▸ Work to complete:
Output every entry exactly, without any pictures.

▸ Data supplied:
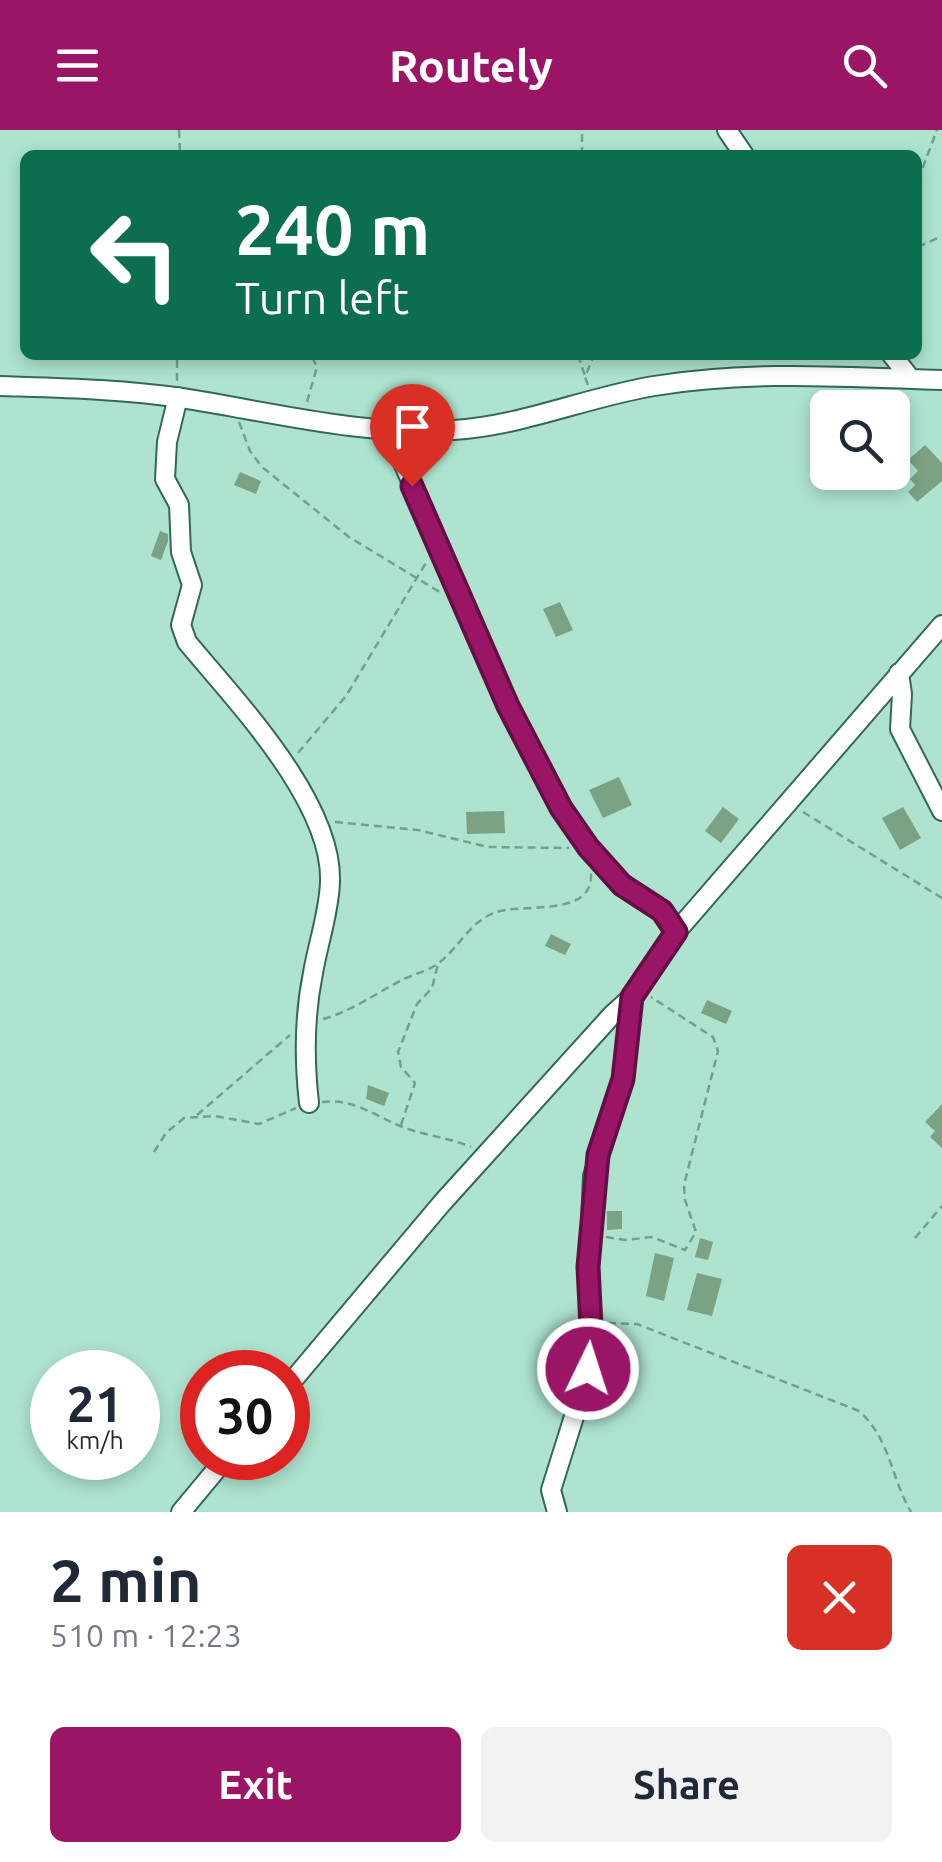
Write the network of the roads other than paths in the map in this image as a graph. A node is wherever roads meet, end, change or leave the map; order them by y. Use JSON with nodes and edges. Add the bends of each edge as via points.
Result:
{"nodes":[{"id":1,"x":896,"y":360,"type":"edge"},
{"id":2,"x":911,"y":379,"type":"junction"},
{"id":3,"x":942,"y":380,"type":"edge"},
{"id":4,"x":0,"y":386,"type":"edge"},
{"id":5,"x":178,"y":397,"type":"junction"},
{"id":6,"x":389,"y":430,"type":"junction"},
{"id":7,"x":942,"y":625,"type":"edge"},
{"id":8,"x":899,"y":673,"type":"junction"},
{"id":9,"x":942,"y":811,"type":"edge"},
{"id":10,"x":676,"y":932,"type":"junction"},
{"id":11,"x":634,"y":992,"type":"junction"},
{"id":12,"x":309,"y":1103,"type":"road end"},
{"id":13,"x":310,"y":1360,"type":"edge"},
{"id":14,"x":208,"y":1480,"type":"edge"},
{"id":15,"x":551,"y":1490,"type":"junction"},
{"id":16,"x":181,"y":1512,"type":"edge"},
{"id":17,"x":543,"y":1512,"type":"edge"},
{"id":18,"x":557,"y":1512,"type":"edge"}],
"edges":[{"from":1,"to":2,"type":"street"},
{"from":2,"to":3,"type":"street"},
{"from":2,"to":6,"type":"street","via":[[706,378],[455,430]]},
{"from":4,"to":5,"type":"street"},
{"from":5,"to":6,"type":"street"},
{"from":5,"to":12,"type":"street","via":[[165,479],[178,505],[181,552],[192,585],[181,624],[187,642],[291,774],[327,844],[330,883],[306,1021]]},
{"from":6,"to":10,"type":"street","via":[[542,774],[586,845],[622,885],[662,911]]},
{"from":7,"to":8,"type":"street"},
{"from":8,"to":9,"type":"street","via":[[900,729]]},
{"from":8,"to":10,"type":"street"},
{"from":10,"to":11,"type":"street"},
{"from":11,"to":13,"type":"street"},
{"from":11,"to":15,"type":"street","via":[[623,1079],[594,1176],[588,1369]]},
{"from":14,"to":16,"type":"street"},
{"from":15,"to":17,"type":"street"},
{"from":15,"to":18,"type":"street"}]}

▸ Completed exercise:
Write the network of the roads other than paths in the map in this image as a graph. A node is wherever roads meet, end, change or leave the map; order them by y. Use JSON with nodes and edges. Add the bends of each edge as via points.
Result:
{"nodes":[{"id":1,"x":896,"y":360,"type":"edge"},
{"id":2,"x":911,"y":379,"type":"junction"},
{"id":3,"x":942,"y":380,"type":"edge"},
{"id":4,"x":0,"y":386,"type":"edge"},
{"id":5,"x":178,"y":397,"type":"junction"},
{"id":6,"x":389,"y":430,"type":"junction"},
{"id":7,"x":942,"y":625,"type":"edge"},
{"id":8,"x":899,"y":673,"type":"junction"},
{"id":9,"x":942,"y":811,"type":"edge"},
{"id":10,"x":676,"y":932,"type":"junction"},
{"id":11,"x":634,"y":992,"type":"junction"},
{"id":12,"x":309,"y":1103,"type":"road end"},
{"id":13,"x":310,"y":1360,"type":"edge"},
{"id":14,"x":208,"y":1480,"type":"edge"},
{"id":15,"x":551,"y":1490,"type":"junction"},
{"id":16,"x":181,"y":1512,"type":"edge"},
{"id":17,"x":543,"y":1512,"type":"edge"},
{"id":18,"x":557,"y":1512,"type":"edge"}],
"edges":[{"from":1,"to":2,"type":"street"},
{"from":2,"to":3,"type":"street"},
{"from":2,"to":6,"type":"street","via":[[706,378],[455,430]]},
{"from":4,"to":5,"type":"street"},
{"from":5,"to":6,"type":"street"},
{"from":5,"to":12,"type":"street","via":[[165,479],[178,505],[181,552],[192,585],[181,624],[187,642],[291,774],[327,844],[330,883],[306,1021]]},
{"from":6,"to":10,"type":"street","via":[[542,774],[586,845],[622,885],[662,911]]},
{"from":7,"to":8,"type":"street"},
{"from":8,"to":9,"type":"street","via":[[900,729]]},
{"from":8,"to":10,"type":"street"},
{"from":10,"to":11,"type":"street"},
{"from":11,"to":13,"type":"street"},
{"from":11,"to":15,"type":"street","via":[[623,1079],[594,1176],[588,1369]]},
{"from":14,"to":16,"type":"street"},
{"from":15,"to":17,"type":"street"},
{"from":15,"to":18,"type":"street"}]}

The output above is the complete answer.